Wird nun dieses Kunstwerk seinerseits nach und nach ausgehöhlt, kann sich also der Staatsbürger nicht mehr auf den selbstgesetzten künstlichen Souverän verlassen, muß er als Individuum selber Ordnung erzeugen. Diese letzte Stufe der Geschichte der Setzung, mit Niklas Luhmann könnte man vom Endpunkt einer historischen Semantik sprechen, verlegt die Aufbietung in die Entscheidung des einzelnen: »Uns überfüllts. Wir ordnens. Es zerfällt. / Wir ordnens wieder und zerfallen selbst.« (Rainer Maria Rilke). Hier beginnt die Existenzphilosophie: in Søren Kierkegaards Entweder – Oder muß der moderne Typus des Ästhetikers sich in einem existenziellen »Sprung« am eigenen Schlafittchen hochreißen und hinein in die Sphäre des Ethischen hieven. Das Ethische ist weder unmittelbar gottgegeben, noch naturgegeben, noch institutionell gegeben, sondern muß in einem Akt der Entscheidung selbst – gesetzt werden. Von einem noch späteren Punkt aus können dann spornstreichs alle historischen Ordnungen als »bloße« Setzungen erledigt werden. Doch hier wie überhaupt gilt das ewige Gesetz der Entropie: Ordnung aufzulösen ist wesentlich leichter, als Ordnung gegen die Auflösung aller Dinge aufzubieten. Setzung ist Negentropie, und das bedeutet: sie ist harte Arbeit. (CS)
DER BLICK DES KÖNIGS
Es ist ein Unterschied, ob einem jemand im Nacken sitzt oder über die Schulter schaut. Ersteres wird als Druck empfunden, dem man unwillig folgt, letzteres ist der helfende Blick, der achtgibt. Der Ursprung dieses Blicks liegt in der Religion, die ursprünglich nichts anderes bedeutet als das Beachten der Vorschriften und Vorzeichen, und damit die Rückbindung des menschlichen Handelns an das göttliche Walten. Im Römerbrief wird der Zusammenhang zwischen Staat und Religion hergestellt: »es gibt keine staatliche Gewalt, die nicht von Gott stammt; jede ist von Gott eingesetzt«. Von dieser Überzeugung, die von Luther in der Reformation noch einmal erneuert wurde, zehrte auch das preußische Königtum, obwohl die Erlangung seiner Königswürde alles andere als göttlicher Wille war. Um so höher ist die Leistung zu beurteilen, die erbracht wurde, bis dieser Ursprungsmakel ganz in den Hintergrund trat und der Blick des preußischen Königs zu einem Synonym für ein funktionierendes Gemeinwesen wurde.

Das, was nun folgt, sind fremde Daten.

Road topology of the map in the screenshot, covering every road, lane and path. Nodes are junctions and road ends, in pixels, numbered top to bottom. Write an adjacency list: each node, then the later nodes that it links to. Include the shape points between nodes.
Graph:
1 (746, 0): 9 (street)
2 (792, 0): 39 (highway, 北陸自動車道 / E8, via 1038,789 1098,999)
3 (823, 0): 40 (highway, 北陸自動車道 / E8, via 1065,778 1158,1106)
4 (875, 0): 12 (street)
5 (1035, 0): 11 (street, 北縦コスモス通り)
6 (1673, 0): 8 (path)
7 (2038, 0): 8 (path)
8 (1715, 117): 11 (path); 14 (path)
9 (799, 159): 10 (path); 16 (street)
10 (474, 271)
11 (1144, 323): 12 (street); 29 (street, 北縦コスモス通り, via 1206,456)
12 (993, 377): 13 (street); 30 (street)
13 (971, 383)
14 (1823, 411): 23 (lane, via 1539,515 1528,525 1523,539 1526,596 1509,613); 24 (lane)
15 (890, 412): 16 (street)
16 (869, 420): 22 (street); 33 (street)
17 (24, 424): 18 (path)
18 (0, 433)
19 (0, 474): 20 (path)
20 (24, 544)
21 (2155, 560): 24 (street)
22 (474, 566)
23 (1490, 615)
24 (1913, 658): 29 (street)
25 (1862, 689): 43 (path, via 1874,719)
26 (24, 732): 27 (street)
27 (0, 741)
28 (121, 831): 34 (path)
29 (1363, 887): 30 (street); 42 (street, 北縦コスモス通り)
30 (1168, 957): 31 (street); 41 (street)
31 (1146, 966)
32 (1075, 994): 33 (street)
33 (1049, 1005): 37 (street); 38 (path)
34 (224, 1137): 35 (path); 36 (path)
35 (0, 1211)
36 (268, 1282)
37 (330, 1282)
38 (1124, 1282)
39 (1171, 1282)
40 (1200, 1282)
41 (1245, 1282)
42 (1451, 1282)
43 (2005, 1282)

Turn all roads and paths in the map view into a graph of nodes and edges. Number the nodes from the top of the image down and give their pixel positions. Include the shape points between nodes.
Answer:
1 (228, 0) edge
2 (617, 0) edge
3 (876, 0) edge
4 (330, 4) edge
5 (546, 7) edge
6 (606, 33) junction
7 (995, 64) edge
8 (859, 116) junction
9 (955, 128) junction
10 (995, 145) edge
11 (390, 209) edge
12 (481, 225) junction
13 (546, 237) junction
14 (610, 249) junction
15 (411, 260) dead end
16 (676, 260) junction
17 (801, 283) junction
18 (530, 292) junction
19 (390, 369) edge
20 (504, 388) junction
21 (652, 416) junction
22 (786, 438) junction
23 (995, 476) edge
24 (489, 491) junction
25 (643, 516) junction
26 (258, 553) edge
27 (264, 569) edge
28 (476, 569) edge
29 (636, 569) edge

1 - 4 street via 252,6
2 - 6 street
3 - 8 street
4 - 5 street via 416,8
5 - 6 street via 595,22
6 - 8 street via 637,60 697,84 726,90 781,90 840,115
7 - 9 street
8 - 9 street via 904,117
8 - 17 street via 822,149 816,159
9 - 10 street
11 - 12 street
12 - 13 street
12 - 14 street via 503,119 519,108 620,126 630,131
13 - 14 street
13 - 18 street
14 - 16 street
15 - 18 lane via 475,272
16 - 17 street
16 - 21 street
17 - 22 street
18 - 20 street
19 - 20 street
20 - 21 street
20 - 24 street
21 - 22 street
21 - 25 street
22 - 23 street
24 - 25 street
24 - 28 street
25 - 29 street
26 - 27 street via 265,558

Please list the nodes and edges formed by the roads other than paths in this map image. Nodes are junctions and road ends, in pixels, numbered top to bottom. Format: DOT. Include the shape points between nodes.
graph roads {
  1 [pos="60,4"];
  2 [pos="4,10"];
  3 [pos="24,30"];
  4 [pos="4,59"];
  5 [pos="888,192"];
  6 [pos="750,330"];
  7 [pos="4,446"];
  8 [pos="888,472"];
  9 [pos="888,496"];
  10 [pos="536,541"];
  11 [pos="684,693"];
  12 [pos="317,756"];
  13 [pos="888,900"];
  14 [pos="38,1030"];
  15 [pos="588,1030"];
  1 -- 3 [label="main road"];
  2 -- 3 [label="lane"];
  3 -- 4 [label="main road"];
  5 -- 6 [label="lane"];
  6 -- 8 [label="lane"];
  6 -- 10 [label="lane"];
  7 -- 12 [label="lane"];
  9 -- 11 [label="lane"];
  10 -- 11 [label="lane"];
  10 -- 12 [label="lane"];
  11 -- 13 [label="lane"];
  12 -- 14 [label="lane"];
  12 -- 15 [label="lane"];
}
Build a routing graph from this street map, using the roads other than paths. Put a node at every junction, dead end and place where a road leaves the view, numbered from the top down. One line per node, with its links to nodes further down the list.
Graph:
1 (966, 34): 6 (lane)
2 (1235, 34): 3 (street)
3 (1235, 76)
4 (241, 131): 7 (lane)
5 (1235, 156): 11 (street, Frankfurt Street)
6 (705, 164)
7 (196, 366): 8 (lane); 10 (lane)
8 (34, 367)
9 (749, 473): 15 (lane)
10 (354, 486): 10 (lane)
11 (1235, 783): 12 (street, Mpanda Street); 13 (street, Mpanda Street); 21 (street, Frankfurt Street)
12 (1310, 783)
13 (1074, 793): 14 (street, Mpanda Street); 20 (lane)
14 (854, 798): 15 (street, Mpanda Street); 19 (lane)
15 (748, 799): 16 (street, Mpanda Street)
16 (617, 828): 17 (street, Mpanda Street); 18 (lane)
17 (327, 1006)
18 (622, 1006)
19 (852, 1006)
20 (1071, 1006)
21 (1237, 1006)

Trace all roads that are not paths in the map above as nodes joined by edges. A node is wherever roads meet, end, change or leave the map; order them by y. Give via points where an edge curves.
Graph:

Dieser Blick hat zwei Jahrhunderte dafür gesorgt, daß jeder, der nicht pathologisch oder kriminell veranlagt war, wußte, was er zu tun hatte. Kein Polizist mußte neben ihm stehen, keine Manipulation war nötig. Im Gegenteil: Der Blick ruhte auf einem zunehmend gebildeten, aber auch erzogeneren Bürger, der sich durchaus seines Geistes zu bedienen wußte. Es war eine Frage der Ehre, die Basis der Spitze zu sein – nicht nur, weil das Gottesgnadentum das verlangte, sondern auch, weil Einsicht das nahe legte. Selbst Kant versuchte mit seinem kategorischen Imperativ, nach dem mein Handeln sich an der Maxime orientieren soll, die allgemeines Gesetz sein könnte, an diesen Blick anzuknüpfen. Der Unterschied lag darin, daß der Imperativ jedem die Last auferlegte, selbst der königliche Blick zu sein. Diesem Anspruch, für alle zu denken, kann nicht jeder entsprechen. Außerdem wird dabei gleichzeitig der königliche Blick hinterfragt und schließlich zu einer Belastung, die einem im Nacken sitzt und die Freiheit bindet. (EL)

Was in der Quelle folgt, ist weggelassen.